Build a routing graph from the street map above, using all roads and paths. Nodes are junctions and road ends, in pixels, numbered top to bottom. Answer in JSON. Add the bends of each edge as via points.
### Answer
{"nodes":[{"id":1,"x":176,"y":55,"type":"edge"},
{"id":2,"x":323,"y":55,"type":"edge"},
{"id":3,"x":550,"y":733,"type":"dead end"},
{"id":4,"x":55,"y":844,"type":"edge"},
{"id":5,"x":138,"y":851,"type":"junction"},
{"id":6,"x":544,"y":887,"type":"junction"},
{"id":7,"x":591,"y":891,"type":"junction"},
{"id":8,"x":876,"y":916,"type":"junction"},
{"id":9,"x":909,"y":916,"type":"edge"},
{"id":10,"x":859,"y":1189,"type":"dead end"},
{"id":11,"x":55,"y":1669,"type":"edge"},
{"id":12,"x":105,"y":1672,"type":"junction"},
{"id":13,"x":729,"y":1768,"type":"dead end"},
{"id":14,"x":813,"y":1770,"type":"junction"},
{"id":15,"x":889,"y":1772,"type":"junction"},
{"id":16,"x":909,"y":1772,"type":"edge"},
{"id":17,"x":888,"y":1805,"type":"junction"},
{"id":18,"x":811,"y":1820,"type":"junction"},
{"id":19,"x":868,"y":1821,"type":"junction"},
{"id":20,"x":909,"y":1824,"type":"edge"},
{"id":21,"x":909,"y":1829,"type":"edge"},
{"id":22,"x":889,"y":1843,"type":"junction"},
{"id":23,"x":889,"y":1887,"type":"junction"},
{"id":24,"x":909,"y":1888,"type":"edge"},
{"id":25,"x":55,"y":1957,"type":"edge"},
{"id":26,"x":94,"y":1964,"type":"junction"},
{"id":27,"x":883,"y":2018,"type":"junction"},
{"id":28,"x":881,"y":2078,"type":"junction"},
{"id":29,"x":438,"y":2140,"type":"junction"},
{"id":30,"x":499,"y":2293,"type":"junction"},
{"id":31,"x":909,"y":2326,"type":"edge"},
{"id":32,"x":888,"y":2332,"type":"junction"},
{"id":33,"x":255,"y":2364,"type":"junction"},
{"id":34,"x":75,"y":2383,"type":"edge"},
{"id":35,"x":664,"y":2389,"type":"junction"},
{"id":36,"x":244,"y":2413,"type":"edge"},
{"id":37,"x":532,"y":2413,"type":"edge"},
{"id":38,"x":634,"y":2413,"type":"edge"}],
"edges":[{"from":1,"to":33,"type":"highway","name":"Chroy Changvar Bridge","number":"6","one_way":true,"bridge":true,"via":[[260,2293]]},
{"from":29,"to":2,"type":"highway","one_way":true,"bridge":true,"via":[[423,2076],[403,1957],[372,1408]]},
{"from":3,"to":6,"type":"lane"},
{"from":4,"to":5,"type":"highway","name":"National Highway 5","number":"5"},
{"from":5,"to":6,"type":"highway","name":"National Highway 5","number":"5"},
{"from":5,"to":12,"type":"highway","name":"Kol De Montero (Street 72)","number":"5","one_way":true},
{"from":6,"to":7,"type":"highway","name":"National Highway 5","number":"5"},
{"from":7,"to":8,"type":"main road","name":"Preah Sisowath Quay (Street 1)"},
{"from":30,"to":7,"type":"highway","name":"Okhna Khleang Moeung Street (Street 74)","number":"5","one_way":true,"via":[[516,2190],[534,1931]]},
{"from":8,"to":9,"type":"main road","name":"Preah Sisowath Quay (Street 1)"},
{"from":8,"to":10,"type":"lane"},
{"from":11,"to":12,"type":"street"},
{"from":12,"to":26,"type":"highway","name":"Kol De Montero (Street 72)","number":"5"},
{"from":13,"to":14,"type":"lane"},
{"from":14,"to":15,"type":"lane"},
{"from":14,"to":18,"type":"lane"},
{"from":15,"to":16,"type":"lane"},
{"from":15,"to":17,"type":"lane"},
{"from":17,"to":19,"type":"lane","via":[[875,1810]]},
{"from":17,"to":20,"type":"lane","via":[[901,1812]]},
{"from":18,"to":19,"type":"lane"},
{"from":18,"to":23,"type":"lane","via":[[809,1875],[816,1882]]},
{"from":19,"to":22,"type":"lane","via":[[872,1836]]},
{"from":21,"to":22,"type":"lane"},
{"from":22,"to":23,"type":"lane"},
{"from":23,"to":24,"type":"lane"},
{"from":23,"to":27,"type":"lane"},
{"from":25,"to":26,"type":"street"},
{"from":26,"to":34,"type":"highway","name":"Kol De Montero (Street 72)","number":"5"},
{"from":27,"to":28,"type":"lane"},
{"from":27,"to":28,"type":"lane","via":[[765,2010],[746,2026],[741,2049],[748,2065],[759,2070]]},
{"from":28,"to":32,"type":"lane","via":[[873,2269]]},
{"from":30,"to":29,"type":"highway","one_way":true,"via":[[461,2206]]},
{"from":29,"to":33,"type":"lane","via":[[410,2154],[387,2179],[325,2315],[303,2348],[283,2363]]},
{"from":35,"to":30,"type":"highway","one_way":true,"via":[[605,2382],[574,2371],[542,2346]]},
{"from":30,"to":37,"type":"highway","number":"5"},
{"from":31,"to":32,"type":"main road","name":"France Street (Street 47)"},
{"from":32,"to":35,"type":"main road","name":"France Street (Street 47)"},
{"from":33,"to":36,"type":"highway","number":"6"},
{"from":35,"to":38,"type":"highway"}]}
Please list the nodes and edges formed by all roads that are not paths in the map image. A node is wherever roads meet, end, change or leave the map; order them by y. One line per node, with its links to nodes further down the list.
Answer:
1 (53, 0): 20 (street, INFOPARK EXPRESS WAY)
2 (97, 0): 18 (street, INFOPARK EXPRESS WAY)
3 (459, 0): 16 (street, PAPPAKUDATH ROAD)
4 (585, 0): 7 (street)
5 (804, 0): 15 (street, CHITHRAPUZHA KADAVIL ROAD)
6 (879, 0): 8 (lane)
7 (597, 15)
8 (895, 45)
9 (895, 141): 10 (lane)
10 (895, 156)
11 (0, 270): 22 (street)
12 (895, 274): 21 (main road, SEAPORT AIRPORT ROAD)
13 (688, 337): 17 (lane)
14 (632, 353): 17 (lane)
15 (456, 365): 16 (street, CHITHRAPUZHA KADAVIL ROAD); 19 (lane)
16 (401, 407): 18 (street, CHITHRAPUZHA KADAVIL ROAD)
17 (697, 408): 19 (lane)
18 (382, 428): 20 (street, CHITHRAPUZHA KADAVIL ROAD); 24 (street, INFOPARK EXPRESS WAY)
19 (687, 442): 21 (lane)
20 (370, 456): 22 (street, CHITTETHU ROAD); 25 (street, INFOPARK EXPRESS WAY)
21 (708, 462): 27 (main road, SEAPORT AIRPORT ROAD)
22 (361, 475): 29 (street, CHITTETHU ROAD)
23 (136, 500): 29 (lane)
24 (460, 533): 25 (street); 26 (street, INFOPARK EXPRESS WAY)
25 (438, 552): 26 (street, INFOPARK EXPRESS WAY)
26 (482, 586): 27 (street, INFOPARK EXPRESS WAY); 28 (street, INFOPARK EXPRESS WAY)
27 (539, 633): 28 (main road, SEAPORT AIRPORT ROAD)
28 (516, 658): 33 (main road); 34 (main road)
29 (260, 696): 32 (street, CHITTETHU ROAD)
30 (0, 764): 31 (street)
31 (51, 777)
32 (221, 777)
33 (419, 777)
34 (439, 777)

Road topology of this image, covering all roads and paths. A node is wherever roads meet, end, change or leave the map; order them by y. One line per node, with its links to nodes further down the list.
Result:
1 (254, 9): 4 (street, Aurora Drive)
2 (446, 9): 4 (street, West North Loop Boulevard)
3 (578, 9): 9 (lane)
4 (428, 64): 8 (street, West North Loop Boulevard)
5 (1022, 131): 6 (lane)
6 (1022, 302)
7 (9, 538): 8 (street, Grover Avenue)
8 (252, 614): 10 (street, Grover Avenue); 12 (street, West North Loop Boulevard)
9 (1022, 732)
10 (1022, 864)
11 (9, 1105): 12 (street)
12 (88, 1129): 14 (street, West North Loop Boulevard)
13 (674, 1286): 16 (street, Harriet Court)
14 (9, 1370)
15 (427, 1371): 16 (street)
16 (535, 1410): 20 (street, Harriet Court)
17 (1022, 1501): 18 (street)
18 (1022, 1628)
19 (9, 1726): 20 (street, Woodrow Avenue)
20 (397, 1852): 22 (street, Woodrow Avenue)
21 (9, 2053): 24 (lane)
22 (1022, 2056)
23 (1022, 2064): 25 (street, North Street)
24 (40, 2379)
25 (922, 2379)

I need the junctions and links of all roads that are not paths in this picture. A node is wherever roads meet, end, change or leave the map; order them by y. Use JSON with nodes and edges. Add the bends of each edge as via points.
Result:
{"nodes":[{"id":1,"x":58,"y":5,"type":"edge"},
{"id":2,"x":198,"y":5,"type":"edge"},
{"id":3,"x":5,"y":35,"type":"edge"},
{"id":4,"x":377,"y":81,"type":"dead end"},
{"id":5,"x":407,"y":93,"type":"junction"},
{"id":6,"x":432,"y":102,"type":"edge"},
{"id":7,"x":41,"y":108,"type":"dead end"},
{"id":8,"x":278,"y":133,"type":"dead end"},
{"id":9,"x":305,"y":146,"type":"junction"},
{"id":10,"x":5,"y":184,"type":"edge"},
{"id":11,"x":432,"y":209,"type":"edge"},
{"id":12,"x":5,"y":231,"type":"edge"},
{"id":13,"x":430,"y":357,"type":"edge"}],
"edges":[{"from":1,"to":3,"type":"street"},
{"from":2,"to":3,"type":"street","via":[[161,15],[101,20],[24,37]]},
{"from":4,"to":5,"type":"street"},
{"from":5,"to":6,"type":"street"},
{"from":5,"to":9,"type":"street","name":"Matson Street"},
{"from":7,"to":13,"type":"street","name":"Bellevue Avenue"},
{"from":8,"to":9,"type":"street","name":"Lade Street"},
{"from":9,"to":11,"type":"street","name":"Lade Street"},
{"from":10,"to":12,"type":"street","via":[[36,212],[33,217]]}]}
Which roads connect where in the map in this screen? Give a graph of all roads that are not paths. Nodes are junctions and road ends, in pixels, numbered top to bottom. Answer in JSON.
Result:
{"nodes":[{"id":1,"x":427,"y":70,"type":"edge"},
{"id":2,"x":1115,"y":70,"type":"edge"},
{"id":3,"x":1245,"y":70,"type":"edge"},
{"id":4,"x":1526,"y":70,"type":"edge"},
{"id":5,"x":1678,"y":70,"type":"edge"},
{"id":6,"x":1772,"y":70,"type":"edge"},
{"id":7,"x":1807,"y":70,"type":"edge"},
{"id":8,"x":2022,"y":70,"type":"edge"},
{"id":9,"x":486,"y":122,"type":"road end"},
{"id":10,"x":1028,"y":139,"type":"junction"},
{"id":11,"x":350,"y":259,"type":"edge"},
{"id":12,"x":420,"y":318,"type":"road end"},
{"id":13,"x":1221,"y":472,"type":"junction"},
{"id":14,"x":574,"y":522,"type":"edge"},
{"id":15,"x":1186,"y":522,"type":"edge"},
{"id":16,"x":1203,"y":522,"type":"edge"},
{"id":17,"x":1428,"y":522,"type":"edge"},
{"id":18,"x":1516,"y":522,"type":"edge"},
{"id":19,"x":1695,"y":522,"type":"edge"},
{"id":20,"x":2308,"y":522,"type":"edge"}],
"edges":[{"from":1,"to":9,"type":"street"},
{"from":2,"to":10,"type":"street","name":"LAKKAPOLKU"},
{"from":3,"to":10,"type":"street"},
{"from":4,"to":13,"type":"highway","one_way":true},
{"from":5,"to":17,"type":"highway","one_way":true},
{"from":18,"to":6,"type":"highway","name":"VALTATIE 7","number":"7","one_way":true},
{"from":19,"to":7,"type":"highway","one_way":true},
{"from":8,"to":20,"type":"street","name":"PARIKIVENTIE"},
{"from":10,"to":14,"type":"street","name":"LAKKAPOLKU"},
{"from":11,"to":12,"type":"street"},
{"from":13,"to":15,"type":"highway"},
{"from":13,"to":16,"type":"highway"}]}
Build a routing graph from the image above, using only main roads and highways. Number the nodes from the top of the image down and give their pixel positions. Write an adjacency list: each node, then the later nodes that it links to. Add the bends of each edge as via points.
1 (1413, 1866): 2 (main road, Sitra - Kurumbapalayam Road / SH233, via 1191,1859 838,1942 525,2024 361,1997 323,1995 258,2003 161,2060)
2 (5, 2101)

(INSTRUCTIONS TO FOLLOW): Pick out and copy the lines of the material that include the word "Build".

(TASK RESULT):
Build a routing graph from the street map above, using all roads and paths. Nodes are junctions and road ends, in pixels, numbered top to bottom. Answer in JSON. Add the bends of each edge as via points.
Build a routing graph from the image above, using only main roads and highways. Number the nodes from the top of the image down and give their pixel positions. Write an adjacency list: each node, then the later nodes that it links to. Add the bends of each edge as via points.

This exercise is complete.